BEGIN

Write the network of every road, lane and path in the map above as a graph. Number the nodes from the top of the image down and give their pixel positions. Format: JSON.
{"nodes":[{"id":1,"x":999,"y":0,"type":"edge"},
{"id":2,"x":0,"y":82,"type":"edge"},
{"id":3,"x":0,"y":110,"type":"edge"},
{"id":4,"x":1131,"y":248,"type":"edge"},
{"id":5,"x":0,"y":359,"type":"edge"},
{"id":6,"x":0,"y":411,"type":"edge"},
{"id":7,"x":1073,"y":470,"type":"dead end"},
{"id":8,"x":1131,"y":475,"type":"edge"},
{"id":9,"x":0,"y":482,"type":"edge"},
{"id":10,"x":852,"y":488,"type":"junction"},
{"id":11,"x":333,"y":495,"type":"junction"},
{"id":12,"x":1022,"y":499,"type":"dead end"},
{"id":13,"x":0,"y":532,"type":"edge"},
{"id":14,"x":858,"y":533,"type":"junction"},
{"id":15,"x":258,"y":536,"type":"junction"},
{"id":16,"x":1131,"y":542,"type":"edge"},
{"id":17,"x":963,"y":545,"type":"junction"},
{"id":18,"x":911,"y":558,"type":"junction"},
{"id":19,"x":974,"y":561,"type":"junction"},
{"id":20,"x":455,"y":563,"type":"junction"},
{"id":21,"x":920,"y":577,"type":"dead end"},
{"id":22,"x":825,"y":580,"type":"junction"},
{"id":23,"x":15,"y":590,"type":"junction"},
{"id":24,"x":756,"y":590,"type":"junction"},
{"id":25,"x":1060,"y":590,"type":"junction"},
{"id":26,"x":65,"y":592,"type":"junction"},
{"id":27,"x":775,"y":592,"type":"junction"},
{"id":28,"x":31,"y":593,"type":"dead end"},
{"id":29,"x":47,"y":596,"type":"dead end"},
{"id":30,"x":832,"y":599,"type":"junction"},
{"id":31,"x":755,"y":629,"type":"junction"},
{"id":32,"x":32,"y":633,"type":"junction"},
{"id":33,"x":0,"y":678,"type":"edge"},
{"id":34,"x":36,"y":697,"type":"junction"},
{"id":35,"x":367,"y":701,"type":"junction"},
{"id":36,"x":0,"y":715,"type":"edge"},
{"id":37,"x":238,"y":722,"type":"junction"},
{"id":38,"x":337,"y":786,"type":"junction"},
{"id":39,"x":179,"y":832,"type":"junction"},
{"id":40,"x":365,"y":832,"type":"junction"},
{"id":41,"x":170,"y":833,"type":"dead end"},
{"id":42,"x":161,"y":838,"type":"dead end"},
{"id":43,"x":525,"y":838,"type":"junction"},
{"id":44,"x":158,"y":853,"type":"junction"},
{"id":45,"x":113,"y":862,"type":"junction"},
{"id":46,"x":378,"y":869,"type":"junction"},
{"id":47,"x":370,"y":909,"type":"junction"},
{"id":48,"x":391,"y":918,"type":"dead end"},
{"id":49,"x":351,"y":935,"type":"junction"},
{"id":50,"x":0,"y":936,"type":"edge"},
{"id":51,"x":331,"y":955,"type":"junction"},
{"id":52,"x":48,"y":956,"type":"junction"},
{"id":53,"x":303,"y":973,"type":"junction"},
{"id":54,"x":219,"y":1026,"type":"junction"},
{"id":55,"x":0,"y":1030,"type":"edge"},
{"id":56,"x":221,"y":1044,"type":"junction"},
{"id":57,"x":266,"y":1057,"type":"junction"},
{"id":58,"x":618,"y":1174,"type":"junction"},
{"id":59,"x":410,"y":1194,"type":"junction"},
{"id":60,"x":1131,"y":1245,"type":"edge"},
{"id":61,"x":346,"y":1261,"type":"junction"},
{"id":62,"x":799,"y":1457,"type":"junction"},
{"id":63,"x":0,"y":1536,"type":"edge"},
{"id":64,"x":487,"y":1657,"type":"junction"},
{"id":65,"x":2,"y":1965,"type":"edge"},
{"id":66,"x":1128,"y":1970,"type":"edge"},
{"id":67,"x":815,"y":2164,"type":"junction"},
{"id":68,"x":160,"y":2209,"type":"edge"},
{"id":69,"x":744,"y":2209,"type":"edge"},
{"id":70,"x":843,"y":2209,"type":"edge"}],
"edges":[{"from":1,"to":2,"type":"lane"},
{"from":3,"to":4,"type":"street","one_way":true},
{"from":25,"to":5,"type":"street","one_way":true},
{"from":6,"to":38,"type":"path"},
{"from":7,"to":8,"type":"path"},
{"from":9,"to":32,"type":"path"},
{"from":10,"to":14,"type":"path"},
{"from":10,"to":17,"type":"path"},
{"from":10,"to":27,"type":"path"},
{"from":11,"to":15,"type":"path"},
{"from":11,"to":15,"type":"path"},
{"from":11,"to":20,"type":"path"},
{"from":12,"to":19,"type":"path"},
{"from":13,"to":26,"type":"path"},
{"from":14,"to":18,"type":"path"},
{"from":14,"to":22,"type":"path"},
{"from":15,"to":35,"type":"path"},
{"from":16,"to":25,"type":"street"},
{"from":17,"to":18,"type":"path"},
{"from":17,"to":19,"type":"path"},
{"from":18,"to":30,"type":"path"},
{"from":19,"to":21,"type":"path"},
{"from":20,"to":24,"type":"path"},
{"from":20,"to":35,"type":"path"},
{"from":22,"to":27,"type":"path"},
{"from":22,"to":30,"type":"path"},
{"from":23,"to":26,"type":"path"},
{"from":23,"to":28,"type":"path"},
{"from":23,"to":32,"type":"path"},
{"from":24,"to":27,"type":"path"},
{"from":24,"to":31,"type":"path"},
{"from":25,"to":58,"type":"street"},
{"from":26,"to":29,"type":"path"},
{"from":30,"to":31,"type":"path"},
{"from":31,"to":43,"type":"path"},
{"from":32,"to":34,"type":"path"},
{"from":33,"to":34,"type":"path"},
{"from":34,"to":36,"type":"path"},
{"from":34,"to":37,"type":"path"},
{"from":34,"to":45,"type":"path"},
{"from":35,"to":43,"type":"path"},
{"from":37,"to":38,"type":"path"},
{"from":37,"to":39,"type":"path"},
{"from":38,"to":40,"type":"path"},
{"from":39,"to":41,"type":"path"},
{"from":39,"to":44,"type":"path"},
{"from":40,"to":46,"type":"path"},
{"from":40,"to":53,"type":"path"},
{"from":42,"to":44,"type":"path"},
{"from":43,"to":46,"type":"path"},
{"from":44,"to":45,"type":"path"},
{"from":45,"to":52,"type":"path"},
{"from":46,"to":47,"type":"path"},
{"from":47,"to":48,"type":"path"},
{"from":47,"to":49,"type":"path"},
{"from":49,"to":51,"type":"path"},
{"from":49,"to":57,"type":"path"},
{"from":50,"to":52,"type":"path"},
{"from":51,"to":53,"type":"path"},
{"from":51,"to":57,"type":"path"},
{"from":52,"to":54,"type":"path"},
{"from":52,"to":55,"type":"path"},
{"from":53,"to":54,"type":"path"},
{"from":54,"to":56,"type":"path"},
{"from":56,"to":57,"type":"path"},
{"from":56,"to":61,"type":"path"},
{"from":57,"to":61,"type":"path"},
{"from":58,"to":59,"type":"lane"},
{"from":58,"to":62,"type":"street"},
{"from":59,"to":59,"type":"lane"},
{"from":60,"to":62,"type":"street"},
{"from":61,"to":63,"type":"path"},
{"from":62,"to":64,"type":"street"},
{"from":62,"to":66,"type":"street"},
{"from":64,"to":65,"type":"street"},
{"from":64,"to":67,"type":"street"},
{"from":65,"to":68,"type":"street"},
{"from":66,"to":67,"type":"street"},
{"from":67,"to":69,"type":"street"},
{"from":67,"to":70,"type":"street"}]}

END

Every entry above should be duplicated exactly.

» **Expected answer**:
Write the network of every road, lane and path in the map above as a graph. Number the nodes from the top of the image down and give their pixel positions. Format: JSON.
{"nodes":[{"id":1,"x":999,"y":0,"type":"edge"},
{"id":2,"x":0,"y":82,"type":"edge"},
{"id":3,"x":0,"y":110,"type":"edge"},
{"id":4,"x":1131,"y":248,"type":"edge"},
{"id":5,"x":0,"y":359,"type":"edge"},
{"id":6,"x":0,"y":411,"type":"edge"},
{"id":7,"x":1073,"y":470,"type":"dead end"},
{"id":8,"x":1131,"y":475,"type":"edge"},
{"id":9,"x":0,"y":482,"type":"edge"},
{"id":10,"x":852,"y":488,"type":"junction"},
{"id":11,"x":333,"y":495,"type":"junction"},
{"id":12,"x":1022,"y":499,"type":"dead end"},
{"id":13,"x":0,"y":532,"type":"edge"},
{"id":14,"x":858,"y":533,"type":"junction"},
{"id":15,"x":258,"y":536,"type":"junction"},
{"id":16,"x":1131,"y":542,"type":"edge"},
{"id":17,"x":963,"y":545,"type":"junction"},
{"id":18,"x":911,"y":558,"type":"junction"},
{"id":19,"x":974,"y":561,"type":"junction"},
{"id":20,"x":455,"y":563,"type":"junction"},
{"id":21,"x":920,"y":577,"type":"dead end"},
{"id":22,"x":825,"y":580,"type":"junction"},
{"id":23,"x":15,"y":590,"type":"junction"},
{"id":24,"x":756,"y":590,"type":"junction"},
{"id":25,"x":1060,"y":590,"type":"junction"},
{"id":26,"x":65,"y":592,"type":"junction"},
{"id":27,"x":775,"y":592,"type":"junction"},
{"id":28,"x":31,"y":593,"type":"dead end"},
{"id":29,"x":47,"y":596,"type":"dead end"},
{"id":30,"x":832,"y":599,"type":"junction"},
{"id":31,"x":755,"y":629,"type":"junction"},
{"id":32,"x":32,"y":633,"type":"junction"},
{"id":33,"x":0,"y":678,"type":"edge"},
{"id":34,"x":36,"y":697,"type":"junction"},
{"id":35,"x":367,"y":701,"type":"junction"},
{"id":36,"x":0,"y":715,"type":"edge"},
{"id":37,"x":238,"y":722,"type":"junction"},
{"id":38,"x":337,"y":786,"type":"junction"},
{"id":39,"x":179,"y":832,"type":"junction"},
{"id":40,"x":365,"y":832,"type":"junction"},
{"id":41,"x":170,"y":833,"type":"dead end"},
{"id":42,"x":161,"y":838,"type":"dead end"},
{"id":43,"x":525,"y":838,"type":"junction"},
{"id":44,"x":158,"y":853,"type":"junction"},
{"id":45,"x":113,"y":862,"type":"junction"},
{"id":46,"x":378,"y":869,"type":"junction"},
{"id":47,"x":370,"y":909,"type":"junction"},
{"id":48,"x":391,"y":918,"type":"dead end"},
{"id":49,"x":351,"y":935,"type":"junction"},
{"id":50,"x":0,"y":936,"type":"edge"},
{"id":51,"x":331,"y":955,"type":"junction"},
{"id":52,"x":48,"y":956,"type":"junction"},
{"id":53,"x":303,"y":973,"type":"junction"},
{"id":54,"x":219,"y":1026,"type":"junction"},
{"id":55,"x":0,"y":1030,"type":"edge"},
{"id":56,"x":221,"y":1044,"type":"junction"},
{"id":57,"x":266,"y":1057,"type":"junction"},
{"id":58,"x":618,"y":1174,"type":"junction"},
{"id":59,"x":410,"y":1194,"type":"junction"},
{"id":60,"x":1131,"y":1245,"type":"edge"},
{"id":61,"x":346,"y":1261,"type":"junction"},
{"id":62,"x":799,"y":1457,"type":"junction"},
{"id":63,"x":0,"y":1536,"type":"edge"},
{"id":64,"x":487,"y":1657,"type":"junction"},
{"id":65,"x":2,"y":1965,"type":"edge"},
{"id":66,"x":1128,"y":1970,"type":"edge"},
{"id":67,"x":815,"y":2164,"type":"junction"},
{"id":68,"x":160,"y":2209,"type":"edge"},
{"id":69,"x":744,"y":2209,"type":"edge"},
{"id":70,"x":843,"y":2209,"type":"edge"}],
"edges":[{"from":1,"to":2,"type":"lane"},
{"from":3,"to":4,"type":"street","one_way":true},
{"from":25,"to":5,"type":"street","one_way":true},
{"from":6,"to":38,"type":"path"},
{"from":7,"to":8,"type":"path"},
{"from":9,"to":32,"type":"path"},
{"from":10,"to":14,"type":"path"},
{"from":10,"to":17,"type":"path"},
{"from":10,"to":27,"type":"path"},
{"from":11,"to":15,"type":"path"},
{"from":11,"to":15,"type":"path"},
{"from":11,"to":20,"type":"path"},
{"from":12,"to":19,"type":"path"},
{"from":13,"to":26,"type":"path"},
{"from":14,"to":18,"type":"path"},
{"from":14,"to":22,"type":"path"},
{"from":15,"to":35,"type":"path"},
{"from":16,"to":25,"type":"street"},
{"from":17,"to":18,"type":"path"},
{"from":17,"to":19,"type":"path"},
{"from":18,"to":30,"type":"path"},
{"from":19,"to":21,"type":"path"},
{"from":20,"to":24,"type":"path"},
{"from":20,"to":35,"type":"path"},
{"from":22,"to":27,"type":"path"},
{"from":22,"to":30,"type":"path"},
{"from":23,"to":26,"type":"path"},
{"from":23,"to":28,"type":"path"},
{"from":23,"to":32,"type":"path"},
{"from":24,"to":27,"type":"path"},
{"from":24,"to":31,"type":"path"},
{"from":25,"to":58,"type":"street"},
{"from":26,"to":29,"type":"path"},
{"from":30,"to":31,"type":"path"},
{"from":31,"to":43,"type":"path"},
{"from":32,"to":34,"type":"path"},
{"from":33,"to":34,"type":"path"},
{"from":34,"to":36,"type":"path"},
{"from":34,"to":37,"type":"path"},
{"from":34,"to":45,"type":"path"},
{"from":35,"to":43,"type":"path"},
{"from":37,"to":38,"type":"path"},
{"from":37,"to":39,"type":"path"},
{"from":38,"to":40,"type":"path"},
{"from":39,"to":41,"type":"path"},
{"from":39,"to":44,"type":"path"},
{"from":40,"to":46,"type":"path"},
{"from":40,"to":53,"type":"path"},
{"from":42,"to":44,"type":"path"},
{"from":43,"to":46,"type":"path"},
{"from":44,"to":45,"type":"path"},
{"from":45,"to":52,"type":"path"},
{"from":46,"to":47,"type":"path"},
{"from":47,"to":48,"type":"path"},
{"from":47,"to":49,"type":"path"},
{"from":49,"to":51,"type":"path"},
{"from":49,"to":57,"type":"path"},
{"from":50,"to":52,"type":"path"},
{"from":51,"to":53,"type":"path"},
{"from":51,"to":57,"type":"path"},
{"from":52,"to":54,"type":"path"},
{"from":52,"to":55,"type":"path"},
{"from":53,"to":54,"type":"path"},
{"from":54,"to":56,"type":"path"},
{"from":56,"to":57,"type":"path"},
{"from":56,"to":61,"type":"path"},
{"from":57,"to":61,"type":"path"},
{"from":58,"to":59,"type":"lane"},
{"from":58,"to":62,"type":"street"},
{"from":59,"to":59,"type":"lane"},
{"from":60,"to":62,"type":"street"},
{"from":61,"to":63,"type":"path"},
{"from":62,"to":64,"type":"street"},
{"from":62,"to":66,"type":"street"},
{"from":64,"to":65,"type":"street"},
{"from":64,"to":67,"type":"street"},
{"from":65,"to":68,"type":"street"},
{"from":66,"to":67,"type":"street"},
{"from":67,"to":69,"type":"street"},
{"from":67,"to":70,"type":"street"}]}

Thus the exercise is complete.